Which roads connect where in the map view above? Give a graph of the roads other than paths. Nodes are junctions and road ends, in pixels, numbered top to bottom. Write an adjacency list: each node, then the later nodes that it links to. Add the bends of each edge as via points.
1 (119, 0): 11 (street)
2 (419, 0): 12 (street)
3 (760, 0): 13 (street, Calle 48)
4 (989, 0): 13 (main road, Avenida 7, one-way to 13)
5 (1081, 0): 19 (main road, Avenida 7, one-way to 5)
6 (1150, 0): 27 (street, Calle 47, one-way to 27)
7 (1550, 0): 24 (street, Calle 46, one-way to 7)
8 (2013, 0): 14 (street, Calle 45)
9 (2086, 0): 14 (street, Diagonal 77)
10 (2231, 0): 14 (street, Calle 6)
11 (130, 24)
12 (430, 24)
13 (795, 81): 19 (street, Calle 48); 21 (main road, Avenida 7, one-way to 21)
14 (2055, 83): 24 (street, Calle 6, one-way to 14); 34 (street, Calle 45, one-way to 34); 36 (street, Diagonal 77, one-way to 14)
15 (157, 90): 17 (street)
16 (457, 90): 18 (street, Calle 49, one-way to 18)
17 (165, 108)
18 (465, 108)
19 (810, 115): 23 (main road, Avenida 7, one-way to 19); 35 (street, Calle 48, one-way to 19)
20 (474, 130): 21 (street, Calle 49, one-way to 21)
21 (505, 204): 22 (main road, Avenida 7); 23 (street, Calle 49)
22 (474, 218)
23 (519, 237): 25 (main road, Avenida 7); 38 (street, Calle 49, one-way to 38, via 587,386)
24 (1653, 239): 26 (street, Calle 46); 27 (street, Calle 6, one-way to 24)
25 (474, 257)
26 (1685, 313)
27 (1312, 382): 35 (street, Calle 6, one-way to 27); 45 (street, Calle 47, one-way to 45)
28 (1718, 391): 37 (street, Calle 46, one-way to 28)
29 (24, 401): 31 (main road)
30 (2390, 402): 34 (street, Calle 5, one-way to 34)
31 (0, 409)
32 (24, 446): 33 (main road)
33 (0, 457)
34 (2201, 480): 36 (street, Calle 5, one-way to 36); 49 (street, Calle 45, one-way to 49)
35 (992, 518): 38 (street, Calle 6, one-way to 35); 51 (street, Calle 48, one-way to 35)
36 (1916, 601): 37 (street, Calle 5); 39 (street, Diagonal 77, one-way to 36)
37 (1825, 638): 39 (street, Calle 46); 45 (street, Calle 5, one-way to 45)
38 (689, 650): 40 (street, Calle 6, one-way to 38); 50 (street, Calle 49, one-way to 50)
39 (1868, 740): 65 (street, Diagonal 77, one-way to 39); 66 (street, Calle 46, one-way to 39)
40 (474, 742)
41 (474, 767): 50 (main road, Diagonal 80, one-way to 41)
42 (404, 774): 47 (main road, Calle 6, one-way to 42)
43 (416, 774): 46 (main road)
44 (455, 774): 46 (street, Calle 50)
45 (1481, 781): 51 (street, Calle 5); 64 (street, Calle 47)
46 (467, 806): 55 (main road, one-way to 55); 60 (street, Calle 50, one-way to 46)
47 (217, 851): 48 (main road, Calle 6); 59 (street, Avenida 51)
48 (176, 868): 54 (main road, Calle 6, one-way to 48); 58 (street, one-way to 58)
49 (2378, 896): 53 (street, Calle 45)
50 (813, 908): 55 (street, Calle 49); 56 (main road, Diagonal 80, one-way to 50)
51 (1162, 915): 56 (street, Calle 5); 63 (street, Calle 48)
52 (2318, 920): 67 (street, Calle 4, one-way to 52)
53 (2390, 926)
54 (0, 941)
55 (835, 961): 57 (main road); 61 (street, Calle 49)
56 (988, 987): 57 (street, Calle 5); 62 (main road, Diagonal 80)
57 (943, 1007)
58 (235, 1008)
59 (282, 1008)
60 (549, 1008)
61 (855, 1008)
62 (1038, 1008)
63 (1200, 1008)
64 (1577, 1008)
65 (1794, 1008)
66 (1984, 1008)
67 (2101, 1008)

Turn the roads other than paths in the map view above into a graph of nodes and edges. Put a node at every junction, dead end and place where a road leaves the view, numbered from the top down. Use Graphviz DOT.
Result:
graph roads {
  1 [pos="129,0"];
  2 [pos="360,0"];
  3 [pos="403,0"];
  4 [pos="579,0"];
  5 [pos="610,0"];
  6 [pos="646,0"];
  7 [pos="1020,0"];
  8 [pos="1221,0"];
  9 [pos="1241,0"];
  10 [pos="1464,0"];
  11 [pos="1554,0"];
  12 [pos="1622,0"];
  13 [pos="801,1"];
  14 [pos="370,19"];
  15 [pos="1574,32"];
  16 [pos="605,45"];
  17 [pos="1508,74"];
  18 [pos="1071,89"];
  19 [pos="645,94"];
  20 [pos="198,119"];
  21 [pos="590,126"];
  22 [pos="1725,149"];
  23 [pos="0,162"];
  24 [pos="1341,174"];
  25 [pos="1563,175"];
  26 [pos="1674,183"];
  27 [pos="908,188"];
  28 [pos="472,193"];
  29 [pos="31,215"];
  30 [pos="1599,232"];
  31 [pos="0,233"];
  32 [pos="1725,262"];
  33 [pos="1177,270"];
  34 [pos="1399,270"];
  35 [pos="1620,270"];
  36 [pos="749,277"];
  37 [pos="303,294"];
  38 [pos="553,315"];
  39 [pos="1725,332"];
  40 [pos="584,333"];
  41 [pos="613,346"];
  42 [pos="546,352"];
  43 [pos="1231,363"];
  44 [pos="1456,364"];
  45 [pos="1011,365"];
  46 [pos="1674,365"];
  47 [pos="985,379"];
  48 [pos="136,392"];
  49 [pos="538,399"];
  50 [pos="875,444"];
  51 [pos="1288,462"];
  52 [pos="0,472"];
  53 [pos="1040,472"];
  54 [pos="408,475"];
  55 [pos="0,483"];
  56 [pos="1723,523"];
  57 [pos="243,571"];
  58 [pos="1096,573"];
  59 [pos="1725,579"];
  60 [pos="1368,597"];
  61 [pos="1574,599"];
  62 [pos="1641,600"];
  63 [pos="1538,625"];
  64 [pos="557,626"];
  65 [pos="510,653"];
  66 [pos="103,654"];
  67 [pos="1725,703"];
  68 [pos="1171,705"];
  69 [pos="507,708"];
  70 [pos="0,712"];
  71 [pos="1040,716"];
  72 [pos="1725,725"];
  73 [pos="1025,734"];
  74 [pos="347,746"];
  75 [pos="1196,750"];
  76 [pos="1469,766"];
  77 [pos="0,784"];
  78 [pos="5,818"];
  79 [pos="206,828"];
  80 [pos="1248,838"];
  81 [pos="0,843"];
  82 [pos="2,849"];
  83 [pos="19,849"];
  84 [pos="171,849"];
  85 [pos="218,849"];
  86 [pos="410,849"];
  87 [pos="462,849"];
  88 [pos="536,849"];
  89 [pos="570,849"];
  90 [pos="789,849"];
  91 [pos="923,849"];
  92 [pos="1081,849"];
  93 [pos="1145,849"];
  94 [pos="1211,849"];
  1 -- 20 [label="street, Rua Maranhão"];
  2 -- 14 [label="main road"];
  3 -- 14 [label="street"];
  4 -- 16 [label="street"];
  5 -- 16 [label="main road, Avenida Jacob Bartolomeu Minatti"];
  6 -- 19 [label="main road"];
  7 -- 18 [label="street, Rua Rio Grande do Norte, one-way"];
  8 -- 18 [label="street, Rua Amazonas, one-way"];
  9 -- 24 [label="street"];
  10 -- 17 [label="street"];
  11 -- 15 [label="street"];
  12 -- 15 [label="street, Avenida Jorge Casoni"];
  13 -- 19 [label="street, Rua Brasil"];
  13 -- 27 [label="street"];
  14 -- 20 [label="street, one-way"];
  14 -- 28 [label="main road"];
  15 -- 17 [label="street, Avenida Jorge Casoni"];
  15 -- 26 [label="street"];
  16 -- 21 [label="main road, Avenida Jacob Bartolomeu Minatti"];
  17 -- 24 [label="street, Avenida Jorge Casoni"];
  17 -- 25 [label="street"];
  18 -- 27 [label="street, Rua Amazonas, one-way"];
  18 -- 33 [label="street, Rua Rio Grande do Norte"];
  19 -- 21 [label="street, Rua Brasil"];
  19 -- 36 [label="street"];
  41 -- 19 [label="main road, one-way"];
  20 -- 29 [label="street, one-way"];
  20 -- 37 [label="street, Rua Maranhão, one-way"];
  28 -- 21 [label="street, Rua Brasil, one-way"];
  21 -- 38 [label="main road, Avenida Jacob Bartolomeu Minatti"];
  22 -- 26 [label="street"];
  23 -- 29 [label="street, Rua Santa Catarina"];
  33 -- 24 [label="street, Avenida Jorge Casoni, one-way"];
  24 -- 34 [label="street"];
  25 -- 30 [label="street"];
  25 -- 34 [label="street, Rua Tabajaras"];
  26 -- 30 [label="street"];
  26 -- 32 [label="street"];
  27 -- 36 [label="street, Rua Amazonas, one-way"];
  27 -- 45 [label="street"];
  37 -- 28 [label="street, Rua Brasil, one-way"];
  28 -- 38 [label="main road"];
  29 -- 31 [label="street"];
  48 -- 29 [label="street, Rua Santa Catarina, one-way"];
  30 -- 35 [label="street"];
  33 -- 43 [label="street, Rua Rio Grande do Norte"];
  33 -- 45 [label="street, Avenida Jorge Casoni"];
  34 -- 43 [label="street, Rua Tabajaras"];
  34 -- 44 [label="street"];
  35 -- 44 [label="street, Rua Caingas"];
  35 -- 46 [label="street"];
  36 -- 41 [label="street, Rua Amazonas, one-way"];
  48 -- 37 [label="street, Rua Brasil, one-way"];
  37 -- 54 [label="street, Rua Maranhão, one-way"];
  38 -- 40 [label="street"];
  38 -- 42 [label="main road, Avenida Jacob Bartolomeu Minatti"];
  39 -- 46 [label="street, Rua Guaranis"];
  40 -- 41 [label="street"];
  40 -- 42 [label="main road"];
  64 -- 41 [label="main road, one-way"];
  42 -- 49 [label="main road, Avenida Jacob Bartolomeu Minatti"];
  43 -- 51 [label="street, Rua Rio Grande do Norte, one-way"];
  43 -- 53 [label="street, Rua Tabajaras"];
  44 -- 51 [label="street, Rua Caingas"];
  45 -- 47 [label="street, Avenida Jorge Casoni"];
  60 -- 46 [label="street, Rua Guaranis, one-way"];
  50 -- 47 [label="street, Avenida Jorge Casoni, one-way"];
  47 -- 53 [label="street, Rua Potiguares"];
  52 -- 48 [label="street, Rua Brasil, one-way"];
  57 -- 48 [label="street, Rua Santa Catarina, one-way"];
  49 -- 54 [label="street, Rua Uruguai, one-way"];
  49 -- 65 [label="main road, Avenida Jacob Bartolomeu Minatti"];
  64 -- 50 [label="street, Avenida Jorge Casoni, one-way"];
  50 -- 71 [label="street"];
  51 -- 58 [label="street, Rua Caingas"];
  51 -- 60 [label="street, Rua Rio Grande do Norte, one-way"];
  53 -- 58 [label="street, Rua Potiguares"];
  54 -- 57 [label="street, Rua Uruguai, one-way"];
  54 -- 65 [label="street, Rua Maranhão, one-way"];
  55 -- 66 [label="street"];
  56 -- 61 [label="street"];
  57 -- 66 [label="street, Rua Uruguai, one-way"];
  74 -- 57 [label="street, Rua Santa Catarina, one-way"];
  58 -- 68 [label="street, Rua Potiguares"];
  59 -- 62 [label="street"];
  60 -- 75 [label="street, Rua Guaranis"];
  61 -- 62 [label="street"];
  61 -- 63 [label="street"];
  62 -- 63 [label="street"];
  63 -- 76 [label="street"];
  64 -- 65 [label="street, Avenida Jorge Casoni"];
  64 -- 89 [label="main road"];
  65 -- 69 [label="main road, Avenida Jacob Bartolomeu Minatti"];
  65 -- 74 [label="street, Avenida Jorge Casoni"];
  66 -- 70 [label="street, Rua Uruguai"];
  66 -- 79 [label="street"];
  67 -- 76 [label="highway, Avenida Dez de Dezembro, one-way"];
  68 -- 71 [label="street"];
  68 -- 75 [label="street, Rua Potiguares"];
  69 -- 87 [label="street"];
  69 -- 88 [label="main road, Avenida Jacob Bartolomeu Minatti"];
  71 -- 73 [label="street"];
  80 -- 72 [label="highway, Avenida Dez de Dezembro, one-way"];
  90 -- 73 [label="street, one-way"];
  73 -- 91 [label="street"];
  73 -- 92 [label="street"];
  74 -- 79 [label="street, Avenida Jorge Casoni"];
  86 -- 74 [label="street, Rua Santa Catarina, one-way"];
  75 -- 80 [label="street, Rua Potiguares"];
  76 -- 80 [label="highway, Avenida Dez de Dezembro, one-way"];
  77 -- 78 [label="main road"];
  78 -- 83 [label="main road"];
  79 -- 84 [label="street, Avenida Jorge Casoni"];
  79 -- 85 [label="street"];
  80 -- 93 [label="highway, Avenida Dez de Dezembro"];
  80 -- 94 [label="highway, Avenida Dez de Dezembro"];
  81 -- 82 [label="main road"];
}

--------

_Assignment_
Which lines of the listing include the string "Norte"? Pull them out.

_Response to this exercise_
  7 -- 18 [label="street, Rua Rio Grande do Norte, one-way"];
  18 -- 33 [label="street, Rua Rio Grande do Norte"];
  33 -- 43 [label="street, Rua Rio Grande do Norte"];
  43 -- 51 [label="street, Rua Rio Grande do Norte, one-way"];
  51 -- 60 [label="street, Rua Rio Grande do Norte, one-way"];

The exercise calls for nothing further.